» **Required work**: The answer must consist of each line below that holds the word "Artois", copied as it stands.

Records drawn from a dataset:
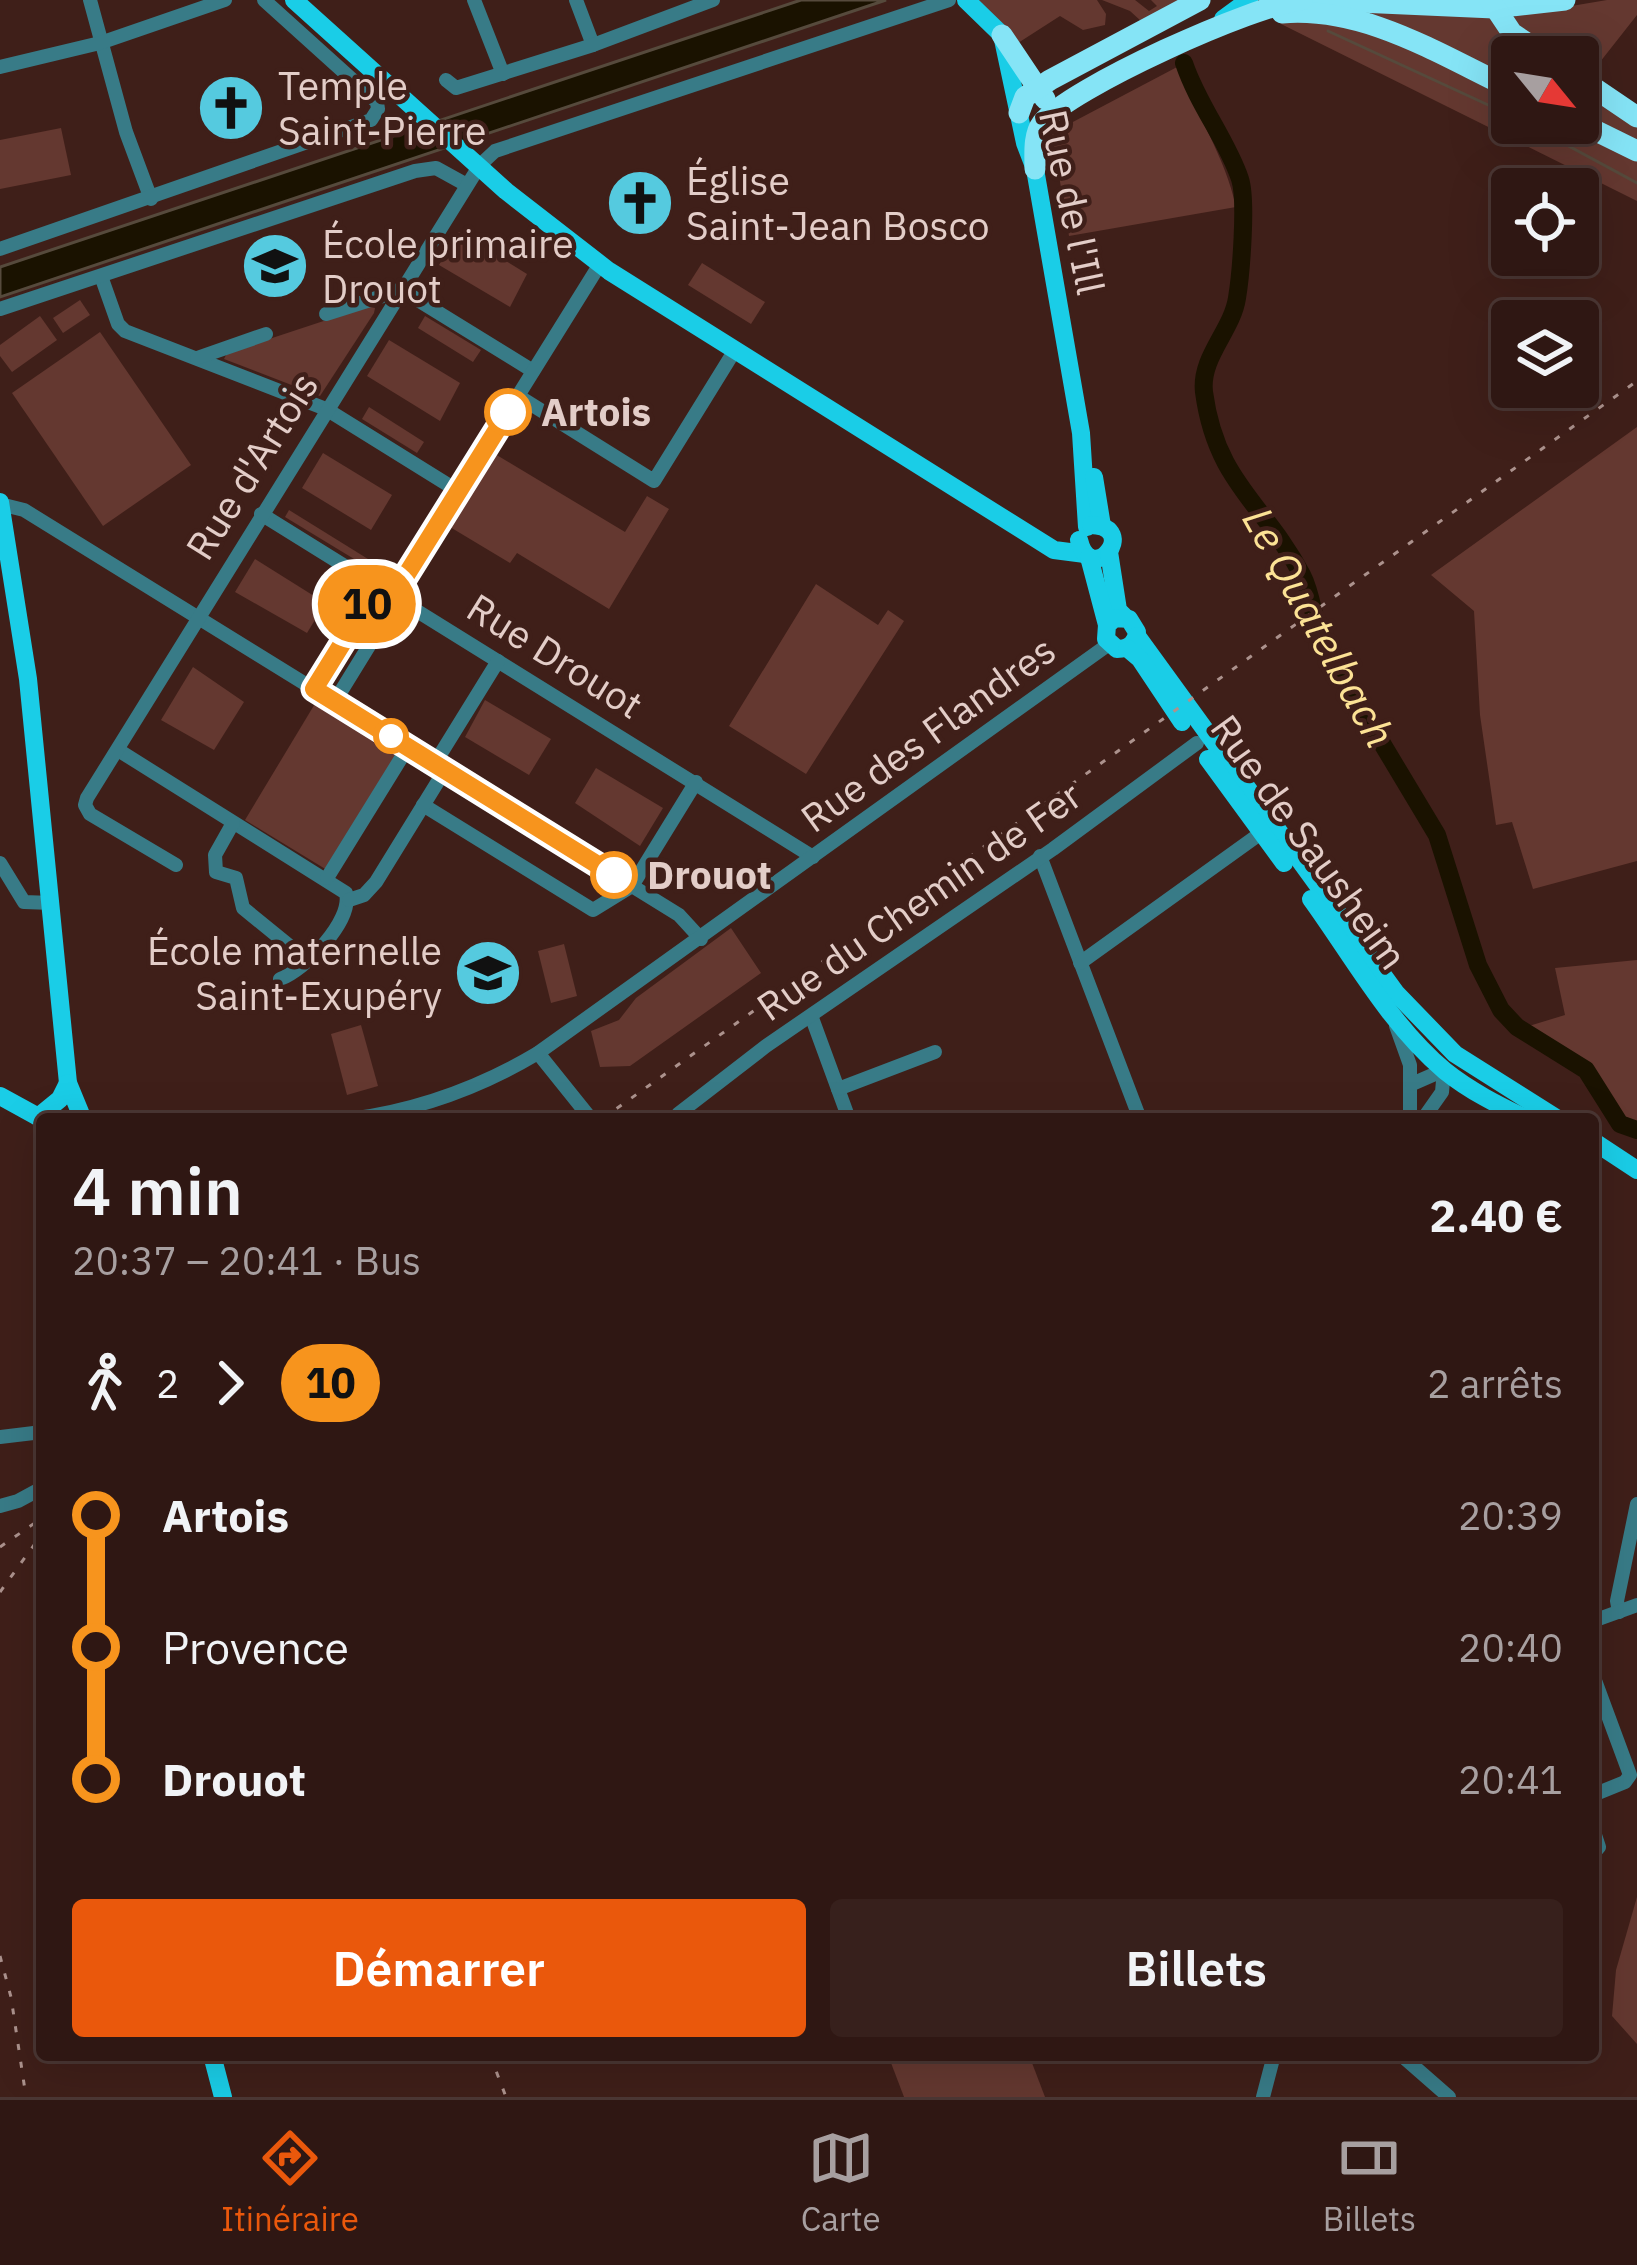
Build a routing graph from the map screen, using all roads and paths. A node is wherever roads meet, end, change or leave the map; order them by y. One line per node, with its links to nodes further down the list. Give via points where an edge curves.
1 (90, 0): 18 (street)
2 (225, 0): 18 (street)
3 (264, 0): 33 (street, via 379,109 364,124)
4 (294, 0): 32 (main road)
5 (474, 0): 21 (street)
6 (576, 0): 19 (street)
7 (713, 0): 19 (street)
8 (949, 0): 32 (street, via 495,152)
9 (966, 0): 16 (main road)
10 (1199, 0): 24 (highway)
11 (1249, 0): 15 (main road)
12 (1305, 0): 14 (highway); 15 (highway)
13 (1565, 0): 14 (highway)
14 (1492, 4): 17 (highway)
15 (1224, 23): 22 (highway, via 1287,12 1346,17); 26 (highway)
16 (1002, 35): 24 (highway); 27 (main road, Rue de l'Ill)
17 (1516, 36)
18 (100, 43): 20 (street); 33 (street)
19 (593, 45): 21 (street)
20 (0, 67)
21 (503, 74): 23 (street, via 456,88)
22 (1491, 79)
23 (446, 80)
24 (1035, 89): 26 (highway); 27 (highway)
25 (1599, 91): 28 (highway)
26 (1069, 102): 31 (highway, via 1042,123)
27 (1018, 113): 31 (main road, Rue de l'Ill)
28 (1637, 117)
29 (1599, 132): 30 (highway)
30 (1637, 151)
31 (1035, 169): 49 (main road, Rue de l'Ill, via 1092,468)
32 (473, 173): 35 (main road); 36 (street, via 415,171); 37 (street, Rue d'Artois)
33 (152, 199): 34 (street)
34 (0, 249)
35 (600, 264): 41 (main road); 43 (street)
36 (100, 276): 38 (street); 42 (street, via 125,331)
37 (397, 294): 39 (street); 43 (street); 45 (street, Rue d'Artois)
38 (0, 308)
39 (326, 314)
40 (266, 334): 42 (street)
41 (735, 350): 44 (street, via 654,481); 49 (main road, via 1061,553)
42 (197, 358): 45 (street)
43 (533, 371): 44 (street)
44 (518, 396): 46 (street)
45 (326, 409): 46 (street); 48 (street, Rue d'Artois)
46 (458, 491): 50 (street)
47 (0, 503): 51 (street); 71 (main road)
48 (261, 514): 50 (street, Rue Drouot); 51 (street, Rue d'Artois)
49 (1092, 543): 52 (main road, Rue de l'Ill)
50 (391, 593): 53 (street, Rue Drouot); 54 (street, via 368,602); 55 (street, via 388,615)
51 (198, 616): 54 (street); 58 (street, Rue d'Artois)
52 (1121, 634): 56 (main road, Rue de Sausheim); 65 (street, Rue des Flandres)
53 (498, 661): 59 (street); 60 (street, Rue Drouot)
54 (314, 689): 55 (street)
55 (335, 701): 57 (street)
56 (1202, 739): 63 (main road, Rue de Sausheim); 64 (street, Rue du Chemin de Fer)
57 (408, 746): 59 (street); 68 (street)
58 (118, 750): 62 (street); 67 (street, Rue d'Artois, via 85,805)
59 (440, 766): 61 (street); 69 (street)
60 (696, 782): 65 (street, Rue Drouot); 69 (street)
61 (423, 805): 69 (street, via 590,909); 70 (street, via 376,882)
62 (233, 823): 68 (street); 73 (street, via 215,855 216,872 236,878 242,908)
63 (1266, 829): 74 (street); 76 (main road, Rue de Sausheim); 80 (main road, Rue de Sausheim)
64 (1040, 856): 74 (street); 77 (street, Rue du Chemin de Fer)
65 (813, 857): 72 (street, Rue des Flandres)
66 (0, 862): 71 (street, via 24,902)
67 (176, 865)
68 (327, 878): 70 (street)
69 (632, 886): 72 (street, via 680,915)
70 (350, 900): 73 (street)
71 (52, 903): 81 (main road)
72 (701, 939): 79 (street, Rue des Flandres)
73 (308, 961): 75 (street)
74 (1079, 963): 93 (street)
75 (280, 979)
76 (1386, 1005): 80 (main road, Rue de Sausheim); 82 (street)
77 (812, 1018): 83 (street); 91 (street, Rue du Chemin de Fer)
78 (935, 1052): 83 (street)
79 (538, 1053): 84 (street); 88 (street, Rue des Flandres, via 454,1095)
80 (1449, 1062): 82 (street); 95 (street); 96 (main road, Rue de Sausheim, via 1471,1090); 97 (main road, Rue de Sausheim)
81 (68, 1083): 86 (main road); 87 (main road)
82 (1412, 1084): 94 (street)
83 (838, 1089): 92 (street)
84 (568, 1095): 89 (street); 90 (street)
85 (0, 1096): 98 (main road)
86 (46, 1113)
87 (83, 1113)
88 (389, 1113)
89 (576, 1113)
90 (586, 1113)
91 (679, 1113)
92 (847, 1113)
93 (1138, 1113)
94 (1410, 1113)
95 (1428, 1113)
96 (1515, 1113)
97 (1547, 1113)
98 (36, 1116)
99 (1599, 1148): 100 (main road)
100 (1637, 1170)
101 (36, 1433): 102 (street)
102 (0, 1437)
103 (36, 1491): 105 (street)
104 (1637, 1504): 107 (street)
105 (0, 1506)
106 (1637, 1605): 107 (street)
107 (1619, 1612): 108 (street)
108 (1599, 1619)
109 (1599, 1691): 110 (street, via 1630,1775)
110 (1599, 1793)
111 (214, 2061): 115 (main road)
112 (226, 2061): 116 (main road)
113 (1272, 2061): 117 (street)
114 (1407, 2061): 118 (street)
115 (223, 2097)
116 (235, 2097)
117 (1263, 2097)
118 (1449, 2097)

» **Task answer**:
32 (473, 173): 35 (main road); 36 (street, via 415,171); 37 (street, Rue d'Artois)
37 (397, 294): 39 (street); 43 (street); 45 (street, Rue d'Artois)
45 (326, 409): 46 (street); 48 (street, Rue d'Artois)
48 (261, 514): 50 (street, Rue Drouot); 51 (street, Rue d'Artois)
51 (198, 616): 54 (street); 58 (street, Rue d'Artois)
58 (118, 750): 62 (street); 67 (street, Rue d'Artois, via 85,805)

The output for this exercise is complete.